So, I've been watching what I eat... at least, I think I have.  And I've been working out, hard, every day.  And yet, the pounds, and the fat, have been creeping back.

This makes me angry and frustrated!  Meanwhile, my good friend Bethany over at Living Between Labels is struggling with her own autoimmune issues.  She has been forced to cut out MAJOR foods, like tomatoes and wheat, because they cause her body to, essentially, attack itself.  The two of us, along with many of our other friends in the health and fitness world, talk daily about what we should be eating, what we shouldn't be eating, how much to eat, when to eat it.  And then we have to help our challengers navigate these same questions and struggles.  And that just goes for people with no food allergies or health issues!

It's exhausting.  And the struggle to constantly make the right choices is real for a lot of people.  My friend and coach Kristin can't eat gluten or dairy, and for her, she says it's simple:  these foods are poison.  If you think about it like you're eating poison, it's very easy to say no.

But then, food is an addiction for many.  Just like cigarettes, alcohol, marijuana and cocaine are all poisons, people still put them in their bodies every day.  And while many people die from them, many don't.

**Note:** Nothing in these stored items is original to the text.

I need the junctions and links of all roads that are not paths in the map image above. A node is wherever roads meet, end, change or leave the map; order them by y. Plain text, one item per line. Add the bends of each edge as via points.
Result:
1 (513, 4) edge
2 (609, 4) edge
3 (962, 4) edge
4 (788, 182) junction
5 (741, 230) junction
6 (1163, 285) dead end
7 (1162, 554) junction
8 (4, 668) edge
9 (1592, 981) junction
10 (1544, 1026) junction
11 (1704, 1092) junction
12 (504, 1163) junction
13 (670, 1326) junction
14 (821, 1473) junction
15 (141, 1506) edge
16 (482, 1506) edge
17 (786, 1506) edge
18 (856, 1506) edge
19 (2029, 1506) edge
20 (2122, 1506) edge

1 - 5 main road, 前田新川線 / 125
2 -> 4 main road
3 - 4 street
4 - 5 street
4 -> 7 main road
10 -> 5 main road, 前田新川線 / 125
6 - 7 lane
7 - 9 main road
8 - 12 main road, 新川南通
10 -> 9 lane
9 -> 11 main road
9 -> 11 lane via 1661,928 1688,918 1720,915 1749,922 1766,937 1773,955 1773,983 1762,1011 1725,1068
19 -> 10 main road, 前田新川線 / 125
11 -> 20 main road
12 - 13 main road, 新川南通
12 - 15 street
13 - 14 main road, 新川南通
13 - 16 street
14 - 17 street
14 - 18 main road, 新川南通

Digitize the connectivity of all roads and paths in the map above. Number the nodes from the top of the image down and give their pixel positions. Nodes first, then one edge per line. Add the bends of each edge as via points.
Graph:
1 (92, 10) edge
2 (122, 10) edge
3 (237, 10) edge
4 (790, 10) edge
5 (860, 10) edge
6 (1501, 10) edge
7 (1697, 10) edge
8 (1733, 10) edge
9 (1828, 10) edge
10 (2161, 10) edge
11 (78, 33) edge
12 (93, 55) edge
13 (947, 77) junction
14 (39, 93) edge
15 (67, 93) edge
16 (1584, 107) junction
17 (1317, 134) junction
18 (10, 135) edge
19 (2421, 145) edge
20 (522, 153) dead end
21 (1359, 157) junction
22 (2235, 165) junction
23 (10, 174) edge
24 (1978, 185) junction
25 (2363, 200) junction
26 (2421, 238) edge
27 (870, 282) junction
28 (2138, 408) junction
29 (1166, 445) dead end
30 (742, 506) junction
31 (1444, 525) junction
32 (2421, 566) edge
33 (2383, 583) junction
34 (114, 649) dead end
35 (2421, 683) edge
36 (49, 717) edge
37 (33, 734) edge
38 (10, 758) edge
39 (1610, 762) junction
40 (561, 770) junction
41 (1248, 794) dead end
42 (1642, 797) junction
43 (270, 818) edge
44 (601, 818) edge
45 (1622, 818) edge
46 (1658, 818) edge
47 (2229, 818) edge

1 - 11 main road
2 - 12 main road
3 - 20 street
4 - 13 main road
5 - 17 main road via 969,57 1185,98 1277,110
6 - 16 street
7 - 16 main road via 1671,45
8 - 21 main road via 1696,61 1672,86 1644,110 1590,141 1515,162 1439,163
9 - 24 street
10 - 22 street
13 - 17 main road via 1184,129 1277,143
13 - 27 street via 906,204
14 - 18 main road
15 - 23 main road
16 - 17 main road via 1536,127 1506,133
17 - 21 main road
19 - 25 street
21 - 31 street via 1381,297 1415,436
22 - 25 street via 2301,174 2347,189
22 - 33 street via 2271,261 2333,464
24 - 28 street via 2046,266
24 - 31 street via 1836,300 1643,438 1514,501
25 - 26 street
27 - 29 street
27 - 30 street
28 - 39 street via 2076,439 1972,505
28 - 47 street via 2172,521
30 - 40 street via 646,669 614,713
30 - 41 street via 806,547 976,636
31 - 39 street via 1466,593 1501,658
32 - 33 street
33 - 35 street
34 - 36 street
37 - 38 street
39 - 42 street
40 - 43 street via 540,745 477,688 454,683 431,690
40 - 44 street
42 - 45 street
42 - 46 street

Food gives me joy.  Pizza and chocolate and ice cream and pasta and chips and grapes and cheese and wine.  I feel good when I drink my Shakeology and eat my salad for lunch and my lightly sweetened greek yogurt and my cauliflower and my turkey meatballs for dinner.  But those are not what I want.  But even when I do eat those consistently, sometimes it's not enough.  I want a treat.  Those are healthy in moderation.  But what is moderation?  One small portion a day?  One large portion a week?  You only live once, you know... what's wrong with having a glass of wine at dinner.

So here I sit, fighting with myself and my desires.  Do I want wine or do I want rock hard abs?  Do I want the guilt of eating a piece of chocolate or the agony of turning it down?  What is REALLY going to make me happy?  Food or 5% body fat?

You know what?  I'm not sure yet.  Whenever I think I know, I change my mind.

I want to live a long, happy, healthy life.  What's the recipe for that?